Le lendemain, on goûte à la frénésie sicilienne, il faut se frayer un passage parmi les voitures qui sont cul-à-cul au sein de la ville et avoir l’œil partout pour anticiper des situations à risques. Ici le cycliste pèse peu face à une voiture et on nous le fait bien comprendre à coups de klaxon (faut-il alors l’interpréter par : « pousse-toi, j’arrive! » ?)

On finira par arriver à l’agriturismo (gîte à la ferme) loué pour la noël, histoire d’être sûr d’avoir un hébergement vu nos déboires précédents ! Un arrêt dans un domaine agricole qui ne sera pas déplaisant pour nos papilles avides de tester chaque agrume qui y poussent. L’occasion aussi de faire une excursion en direction de l’Etna, sur les routes sinueuses de montagnes, un délice.

Pourtant, las de devoir payer des hébergements très régulièrement à des coûts élevés, on prend la décision de rejoindre Palerme en train. Dans la ville, nous sommes amusés par un groupe de bicyclettes, la musique à tue tête ! Ah une vélorution au milieu du flot incessant des voitures ! « Certains siciliens cherchent à faire reconnaître une place pour le vélo » s’imagine Elise. Ou simplement, c’est pour le côté grisant de rouler en groupe dans ce flux de carrosseries à quatre roues.

Un coup d’accélérateur sur la route

Les paysages italiens sont époustouflants, on en prend plein la vue. On prends plaisir à découvrir les paysages italiens que ce soit les oliveraies où les zones naturelles typiques du sud méditerranéen.

Voulant longer la côte italienne par le sud, nous devons faire route un peu à l’écart du littoral où c’est l’autoroute qui passe dans le plus plat ! Au menu, quelques montées et descentes mémorables et des vues bien méritées.

En milieu d’après midi de la mi-décembre, nous passons à proximité d’agriturismo, un gîte à la ferme. C’est l’opportunité de solliciter des agriculteurs.
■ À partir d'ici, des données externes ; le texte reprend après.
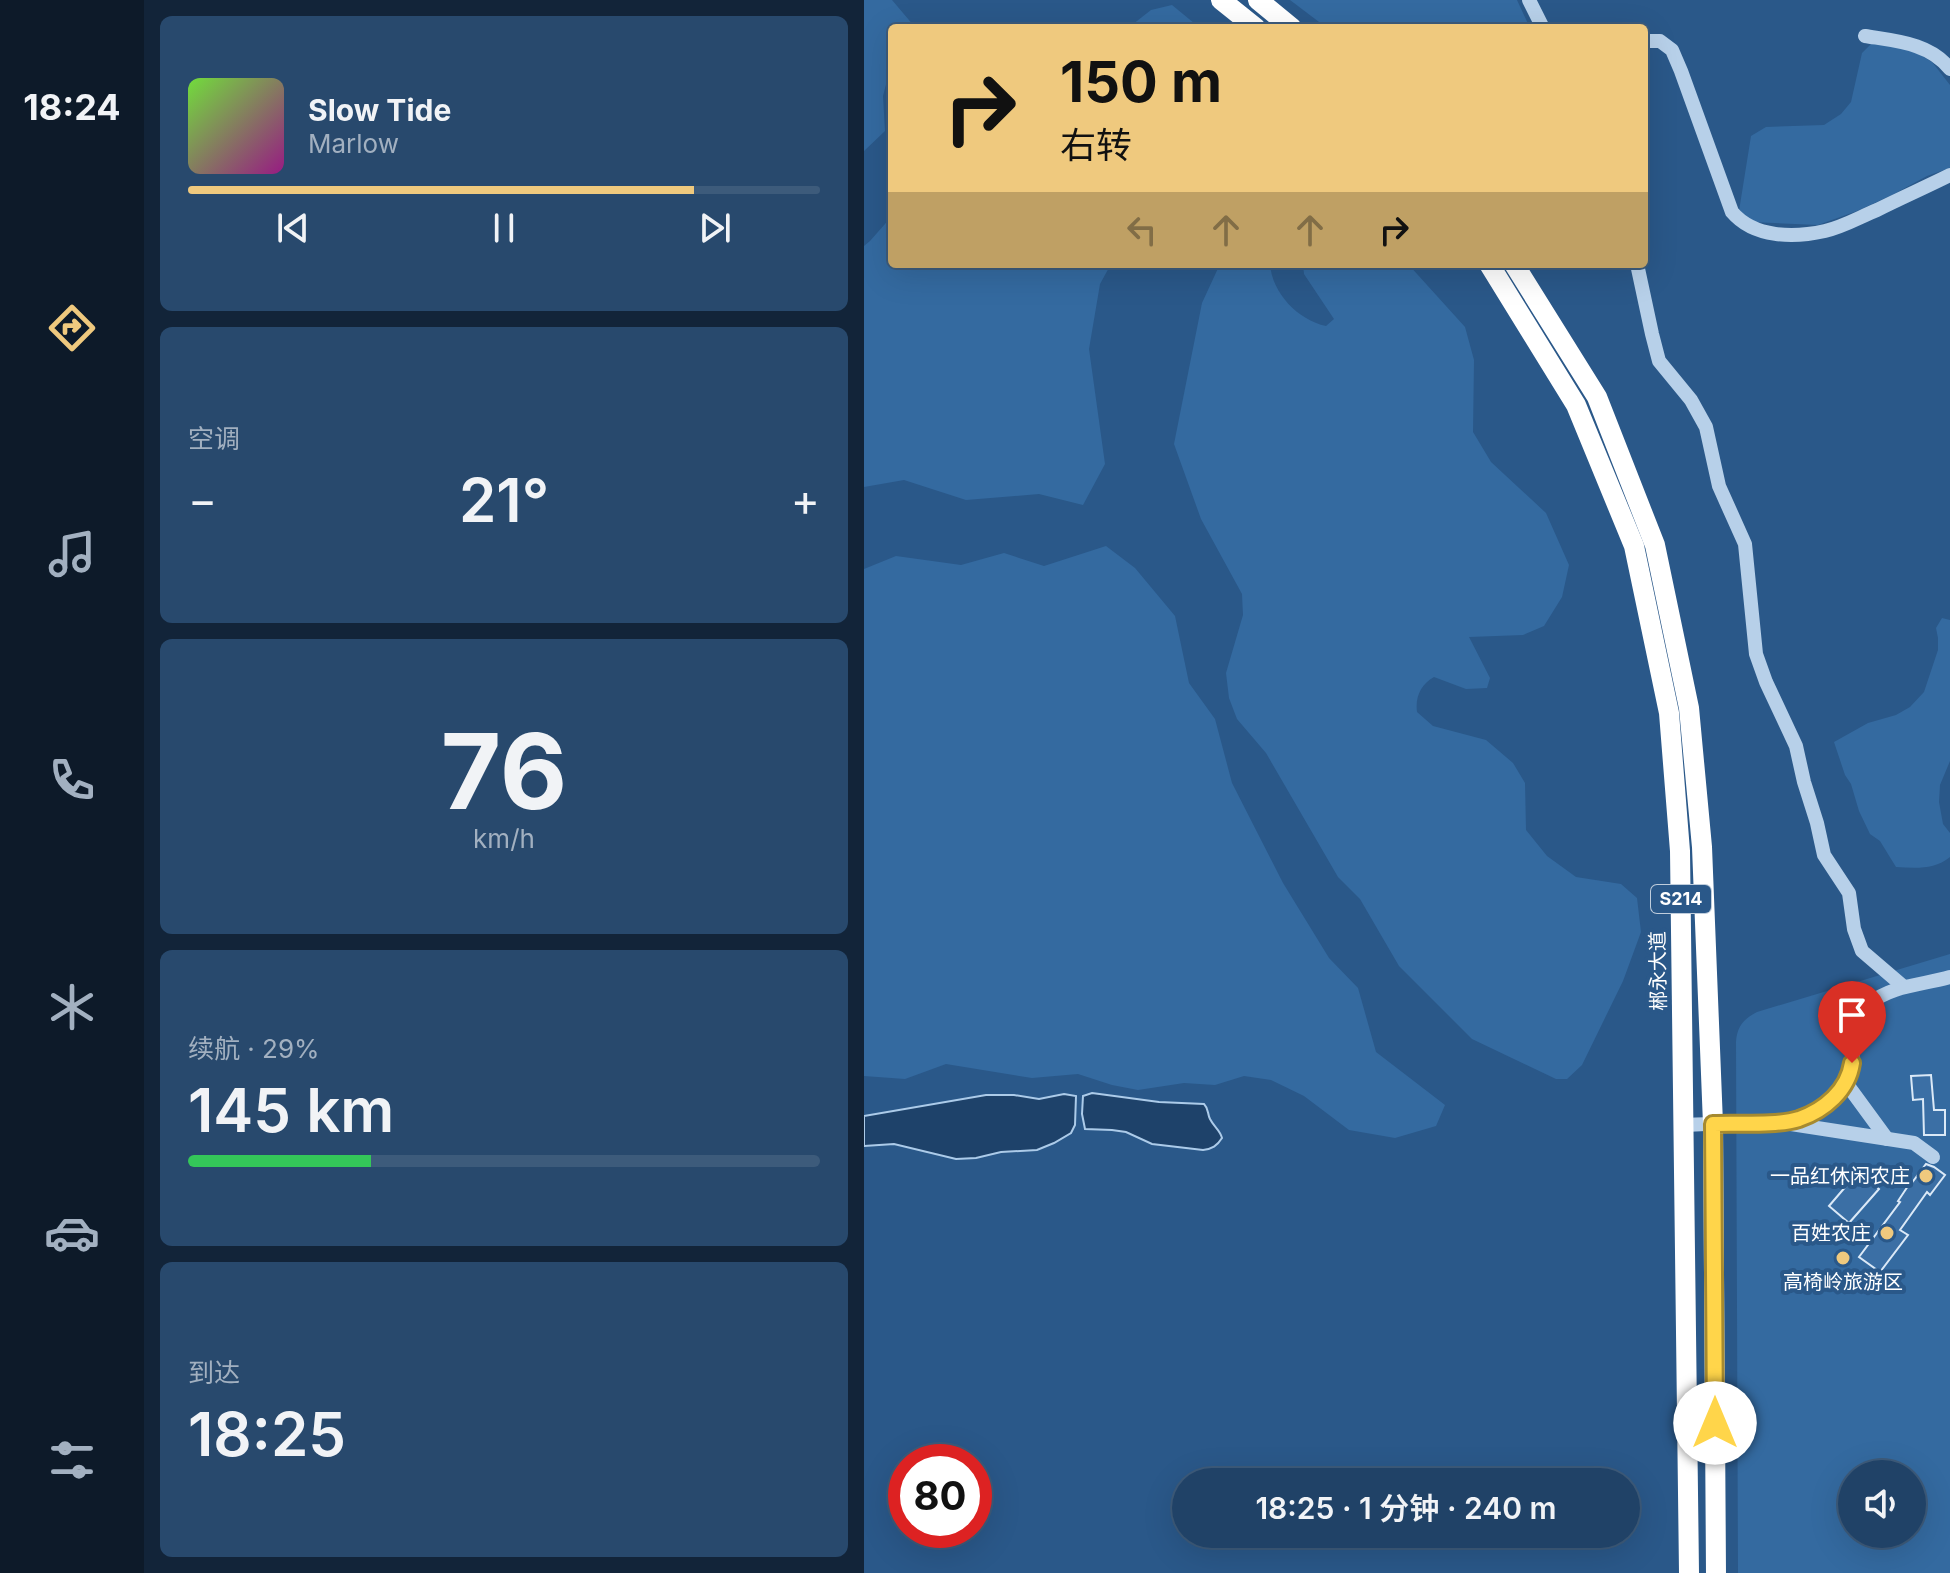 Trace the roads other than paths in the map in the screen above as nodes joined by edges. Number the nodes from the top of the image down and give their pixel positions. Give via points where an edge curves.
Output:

Anna Maria est installée ici avec sa sœur, elles ont repris la ferme familiale transformé la production viticole en production d’abricots et développé une activité d’hébergement et de restauration. Leurs maris travaillent en extérieur mais les aident régulièrement sur la ferme. Anna Maria avec sa « mama » est aux bons soins pour nous, surtout quand nous lui partageons les kilomètres parcourus : « mama mia ! ». http://www.agriturismocastellaneta.it/

IMG_8941Les jours suivants, trouvant peu d’opportunités pour loger chez l’habitant, nous faisons la fin du parcours depuis Policoro pour rejoindre la Sicile en train. Le transport ferroviaire est toujours un moment épique surtout lorsque qu’au départ de cette gare aucun train n’accepte les vélos. La méthode de « ne pas laisser le choix » fait encore son effet!
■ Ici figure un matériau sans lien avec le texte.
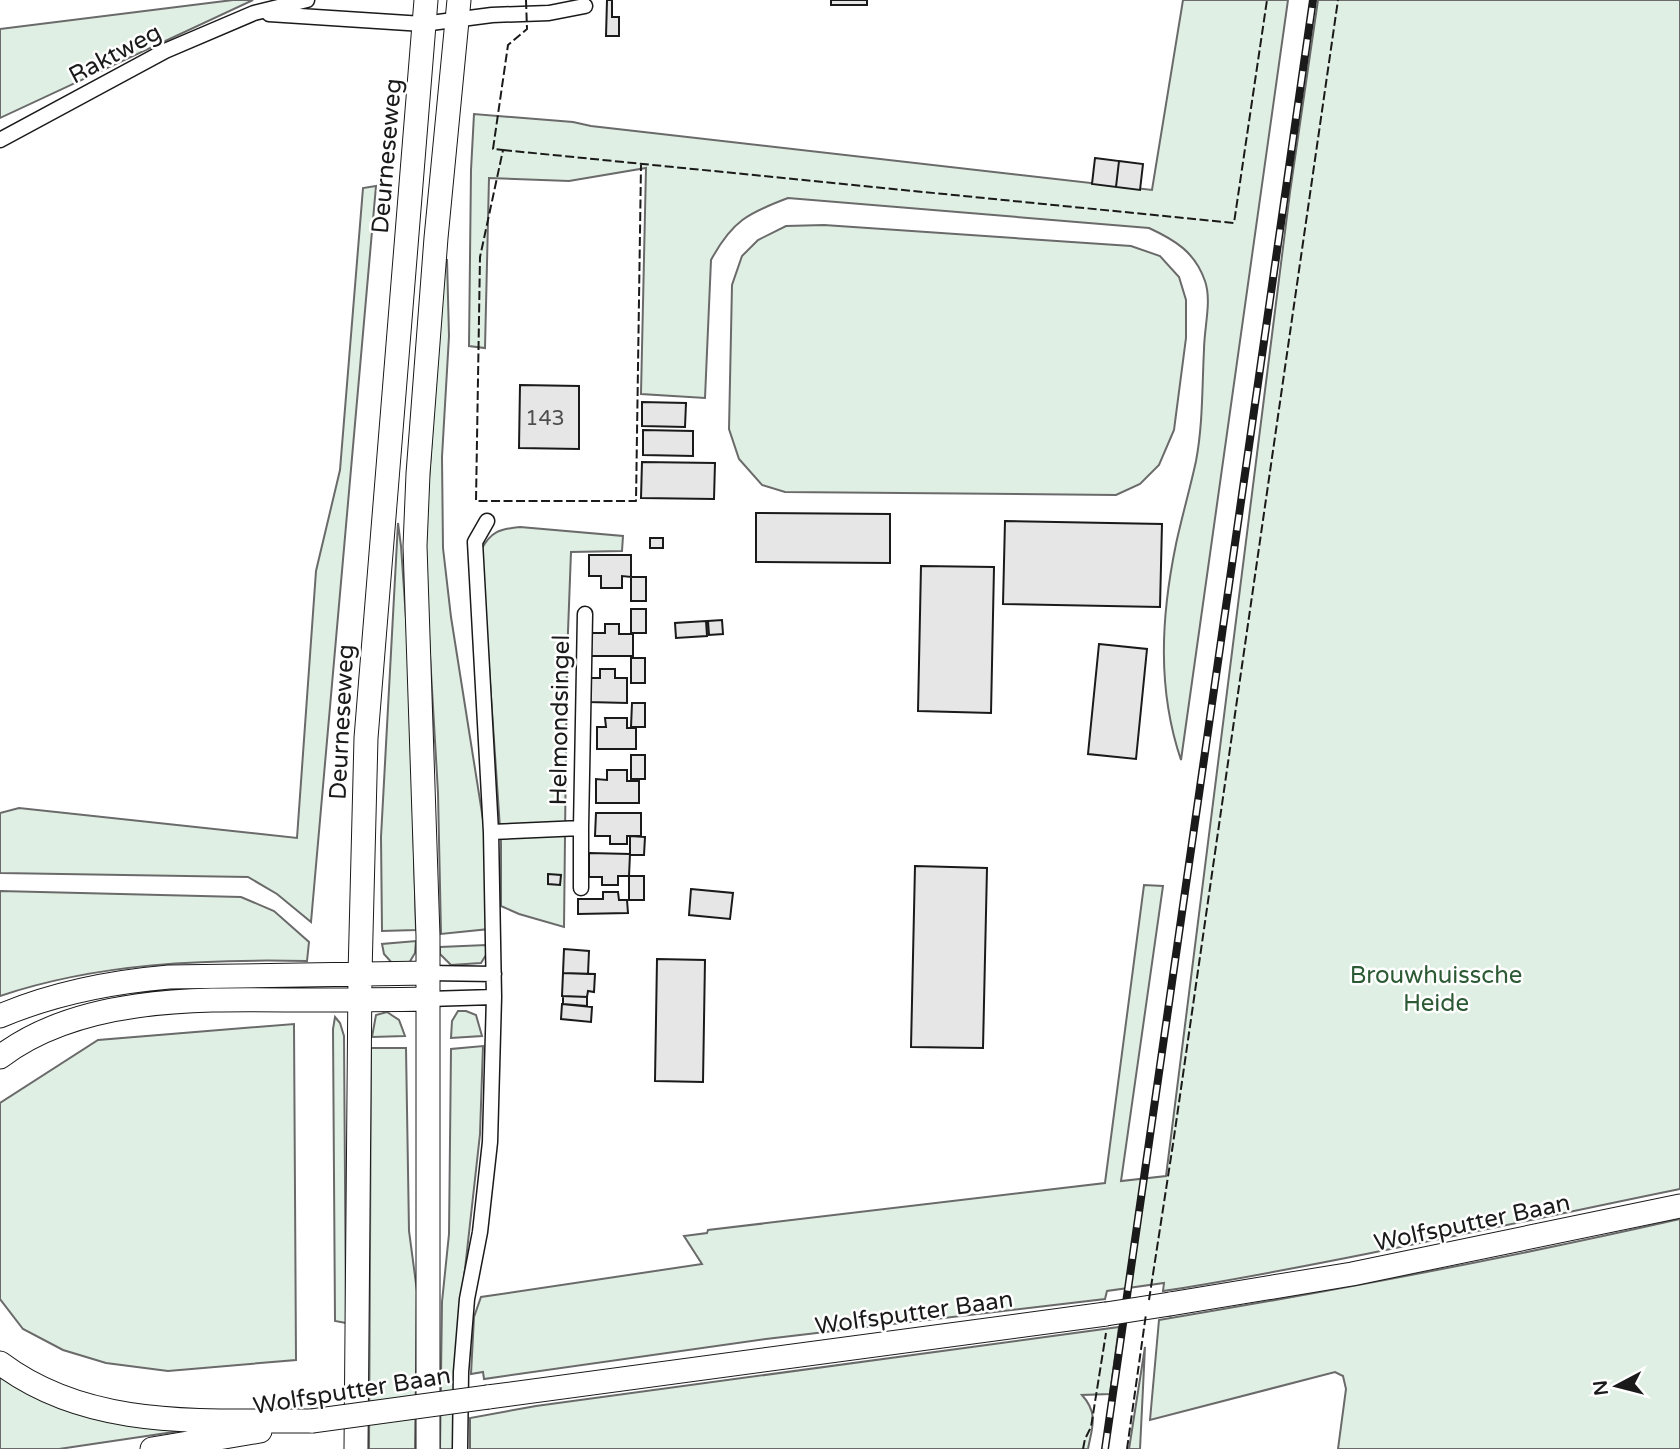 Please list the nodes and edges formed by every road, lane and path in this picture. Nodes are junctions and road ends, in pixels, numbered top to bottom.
1 (307, 0) edge
2 (414, 0) edge
3 (426, 0) edge
4 (566, 0) edge
5 (458, 11) edge
6 (254, 13) junction
7 (424, 24) junction
8 (0, 140) edge
9 (487, 521) dead end
10 (585, 614) dead end
11 (581, 828) junction
12 (491, 832) junction
13 (581, 888) dead end
14 (360, 974) junction
15 (428, 974) junction
16 (494, 974) junction
17 (494, 997) junction
18 (428, 999) junction
19 (360, 1000) junction
20 (0, 1016) edge
21 (0, 1057) edge
22 (1680, 1206) edge
23 (0, 1363) edge
24 (312, 1421) junction
25 (194, 1443) junction
26 (152, 1449) edge
27 (169, 1449) edge
28 (356, 1449) edge
29 (428, 1449) edge
30 (460, 1449) edge

1 - 6 street, Raktweg
2 - 3 street
3 - 7 main road, Deurneseweg
4 - 5 street
5 - 7 street, Raktweg
5 - 15 main road
6 - 7 street, Raktweg
6 - 8 street, Raktweg
7 - 14 main road, Deurneseweg
9 - 12 street
10 - 11 street, Helmondsingel
11 - 12 street, Helmondsingel
11 - 13 street, Helmondsingel
12 - 16 street
14 - 15 main road
14 - 19 main road, Deurneseweg
14 - 20 main road
15 - 16 street
15 - 18 main road
16 - 17 street
17 - 18 street
17 - 30 street
18 - 19 main road
18 - 29 main road
19 - 21 main road
19 - 28 main road, Deurneseweg
22 - 24 main road, Wolfsputter Baan, bridge
23 - 24 main road
24 - 25 main road, Wolfsputter Baan
25 - 26 main road, Wolfsputter Baan
25 - 27 main road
Dans les trains et les gares, il y a de nombreux voyageurs sans billets, des saisonniers africains. Nous en avions croisés au milieu des cultures légumières et des beaux paysages. Principalement des burkinabés venus ici pour travailler dans les champs dans l’espoir de « faire de l’argent ». Ils ont rarement le sourire, le métier qu’Alex affectionne semble les affecter profondément. Le légume italien à pas cher trouve une partie de son explication par cette forme d’esclavagisme.
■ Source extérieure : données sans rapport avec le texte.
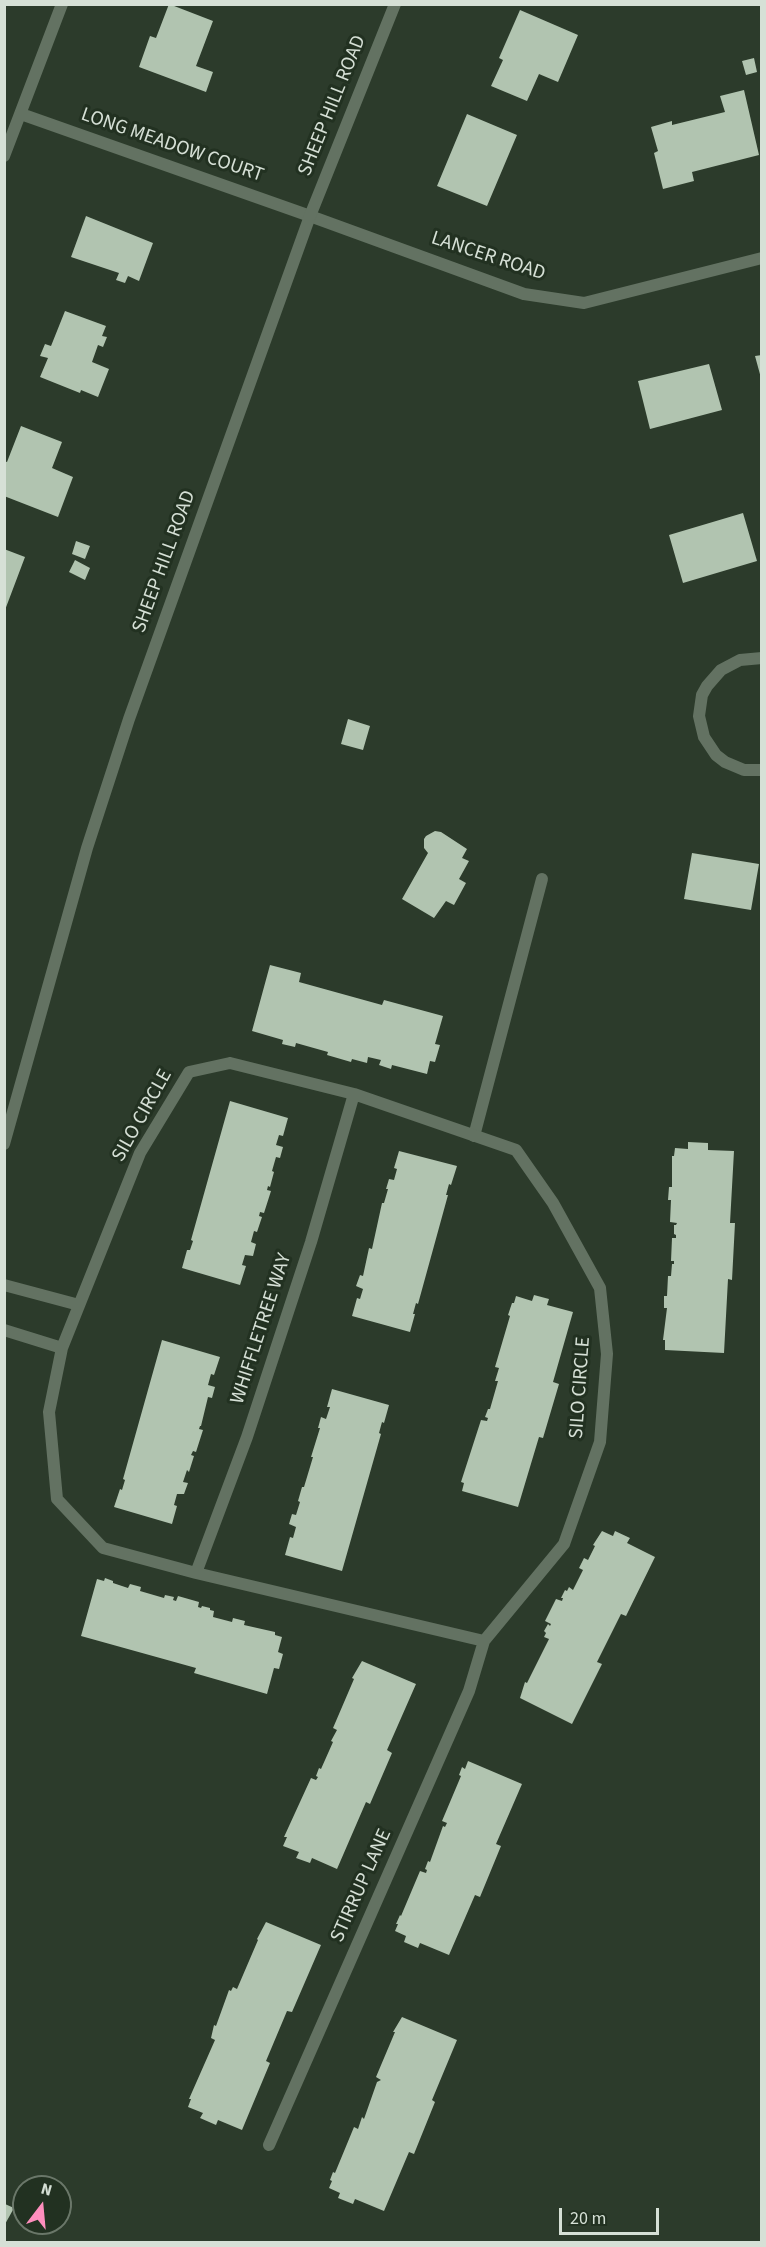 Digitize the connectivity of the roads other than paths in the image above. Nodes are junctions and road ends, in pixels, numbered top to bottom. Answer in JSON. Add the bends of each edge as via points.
{"nodes":[{"id":1,"x":62,"y":4,"type":"edge"},
{"id":2,"x":395,"y":4,"type":"edge"},
{"id":3,"x":21,"y":114,"type":"junction"},
{"id":4,"x":4,"y":156,"type":"edge"},
{"id":5,"x":310,"y":216,"type":"junction"},
{"id":6,"x":762,"y":258,"type":"edge"},
{"id":7,"x":762,"y":658,"type":"edge"},
{"id":8,"x":762,"y":770,"type":"edge"},
{"id":9,"x":542,"y":879,"type":"dead end"},
{"id":10,"x":354,"y":1094,"type":"junction"},
{"id":11,"x":474,"y":1136,"type":"junction"},
{"id":12,"x":4,"y":1144,"type":"edge"},
{"id":13,"x":4,"y":1285,"type":"edge"},
{"id":14,"x":79,"y":1305,"type":"junction"},
{"id":15,"x":4,"y":1330,"type":"edge"},
{"id":16,"x":62,"y":1347,"type":"junction"},
{"id":17,"x":196,"y":1573,"type":"junction"},
{"id":18,"x":484,"y":1641,"type":"junction"},
{"id":19,"x":269,"y":2145,"type":"dead end"}],
"edges":[{"from":1,"to":3,"type":"street"},
{"from":2,"to":5,"type":"street","name":"SHEEP HILL ROAD"},
{"from":3,"to":4,"type":"street"},
{"from":3,"to":5,"type":"street","name":"LONG MEADOW COURT"},
{"from":5,"to":6,"type":"street","name":"LANCER ROAD","via":[[524,294],[584,303]]},
{"from":5,"to":12,"type":"street","name":"SHEEP HILL ROAD","via":[[129,719],[87,848]]},
{"from":7,"to":8,"type":"street","via":[[740,660],[721,670],[702,695],[699,716],[704,737],[716,755],[744,770]]},
{"from":9,"to":11,"type":"street"},
{"from":10,"to":11,"type":"street","name":"SILO CIRCLE"},
{"from":10,"to":14,"type":"street","name":"SILO CIRCLE","via":[[230,1063],[189,1072],[140,1153]]},
{"from":10,"to":17,"type":"street","name":"WHIFFLETREE WAY","via":[[258,1404]]},
{"from":11,"to":18,"type":"street","name":"SILO CIRCLE","via":[[516,1150],[553,1203],[600,1288],[607,1354],[600,1442],[564,1545]]},
{"from":13,"to":14,"type":"street"},
{"from":14,"to":16,"type":"street","name":"SILO CIRCLE"},
{"from":15,"to":16,"type":"street"},
{"from":16,"to":17,"type":"street","name":"SILO CIRCLE","via":[[49,1412],[57,1499],[103,1548]]},
{"from":17,"to":18,"type":"street","name":"SILO CIRCLE"},
{"from":18,"to":19,"type":"street","name":"STIRRUP LANE","via":[[469,1691]]}]}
Le voyage : un instant italien

Pour nous, ce soir le voyage c’est ce moment : assis dans un café à déguster un amaretto, juste à côté, un homme jouant du piano, accompagnant un chanteur, simplement un homme qui chante avec son cœur et rempli la salle de sa voix : « Valzer di parigi » (la valse de Paris). On est dans le présent, insouciants puisque l’on ne sait pas encore exactement où l’on va dormir. Peu importe! Un peu plus tôt, demandant à deux passantes la localisation d’un hébergement, on rencontre Alina et Mariana, deux roumaines travaillant ici, en aide à domicile. Ce sera l’occasion de parler roumain et de faire le tour de la ville. Rencontre furtive, riche, simple, sincère, on rit, on s’embrasse… Un moment purement intense!

 

… Un peu plus tard, nous sommes accueillis dans la famille de Yolanda pour manger un bon repas chauds aux saveurs locales. Toujours insouciants, nous espérons l’invitation pour l’hébergement. Il n’en sera point, nous partons réchauffés et le cœur léger de cette belle soirée. Il nous reste plus qu’à trouver un lieu où camper dans cette nuit noire!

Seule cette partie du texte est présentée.